C'est Antigone qui a contribué à présenter l'affaire sur la violence dans la prison de Sassari, à partir de la plus grande enquête sur les violences de prison jamais produite en Europe. L'enquête a conduit à l'arrestation de près de 100 agents de police et d'autres membres du personnel.

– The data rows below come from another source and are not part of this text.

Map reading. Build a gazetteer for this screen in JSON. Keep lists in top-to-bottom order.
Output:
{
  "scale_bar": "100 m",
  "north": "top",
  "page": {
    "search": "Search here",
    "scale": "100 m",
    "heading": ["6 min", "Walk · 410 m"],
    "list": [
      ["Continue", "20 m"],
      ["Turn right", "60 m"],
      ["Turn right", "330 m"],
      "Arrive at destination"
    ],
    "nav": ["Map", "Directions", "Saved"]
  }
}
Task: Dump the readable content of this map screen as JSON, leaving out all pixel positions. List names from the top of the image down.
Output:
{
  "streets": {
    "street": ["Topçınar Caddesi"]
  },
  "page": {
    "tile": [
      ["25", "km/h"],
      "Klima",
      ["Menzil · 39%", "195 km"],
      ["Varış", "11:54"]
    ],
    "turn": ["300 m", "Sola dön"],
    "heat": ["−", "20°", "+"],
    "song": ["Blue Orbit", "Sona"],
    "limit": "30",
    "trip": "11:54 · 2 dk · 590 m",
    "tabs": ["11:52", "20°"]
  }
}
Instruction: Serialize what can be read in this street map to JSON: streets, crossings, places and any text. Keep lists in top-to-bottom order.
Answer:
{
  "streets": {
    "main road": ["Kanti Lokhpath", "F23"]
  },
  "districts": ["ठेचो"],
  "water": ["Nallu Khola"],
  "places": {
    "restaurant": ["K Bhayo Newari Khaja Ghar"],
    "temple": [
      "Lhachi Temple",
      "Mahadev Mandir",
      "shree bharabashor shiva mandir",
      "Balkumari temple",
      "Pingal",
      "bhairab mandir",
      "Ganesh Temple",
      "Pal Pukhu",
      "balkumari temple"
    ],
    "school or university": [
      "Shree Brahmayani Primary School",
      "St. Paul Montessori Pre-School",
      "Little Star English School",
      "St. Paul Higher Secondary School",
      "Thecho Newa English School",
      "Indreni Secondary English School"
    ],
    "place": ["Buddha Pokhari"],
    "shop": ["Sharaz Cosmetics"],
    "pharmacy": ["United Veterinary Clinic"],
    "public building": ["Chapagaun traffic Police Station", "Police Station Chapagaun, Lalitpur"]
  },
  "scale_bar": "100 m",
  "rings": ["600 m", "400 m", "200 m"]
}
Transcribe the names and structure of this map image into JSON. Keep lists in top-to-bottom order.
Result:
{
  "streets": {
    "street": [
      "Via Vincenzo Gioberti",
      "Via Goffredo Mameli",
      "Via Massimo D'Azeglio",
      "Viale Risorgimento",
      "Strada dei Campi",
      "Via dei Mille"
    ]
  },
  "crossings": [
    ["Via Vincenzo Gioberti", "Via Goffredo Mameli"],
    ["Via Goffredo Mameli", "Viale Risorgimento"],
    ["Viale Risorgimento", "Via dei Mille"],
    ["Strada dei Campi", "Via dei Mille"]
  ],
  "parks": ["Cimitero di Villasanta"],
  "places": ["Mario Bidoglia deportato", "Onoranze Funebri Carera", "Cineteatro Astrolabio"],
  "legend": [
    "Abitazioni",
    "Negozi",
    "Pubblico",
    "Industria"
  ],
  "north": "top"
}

Ce qui suit est un extrait du troisième rapport sur les conditions de détention publié par Antigone, Antigone en prison, dans laquelle est examinée l'affaire Sassari:
"Le 27 mars 2000, vers minuit, les détenus de la prison de San Sebastiano à Sassari ont commencé une manifestation pacifique, en battant les barreaux de leurs cellules avec leurs couverts, mettant le feu à leurs couvertures, et mettent feu à des bidons d'essence. Cette manifestation a été suivie par une protestation des gardiens de prison qui ont fait grève. A cause de la grève, les prisonniers ont été laissés sans accès à la sopravvitto (cantine) et sans cigarettes. Le 3 avril une évacuation générale des prisonniers a été organisée, pour les transférer à d'autres prisons en Sardaigne. Pendant le transfert, 30 prisonniers ont été brutalement battus. Les familles ont protesté et les premières plaintes ont été déposées. Le 18 avril 2000, Antigone a rencontré les dirigeants de l'administration pénitentiaire. Le 20 avril, les mères de jeunes prisonniers battus ont organisé une veillée avec des bougies. Le 3 mai 2000, le Bureau du Procureur a émis 82 mandats de détention - 22 incarcérations et 60 arrestations à domicile. Le directeur régional de l'administration pénitentiaire, le directeur et le commandant de la police pénitentiaire ont participé à l'enquête".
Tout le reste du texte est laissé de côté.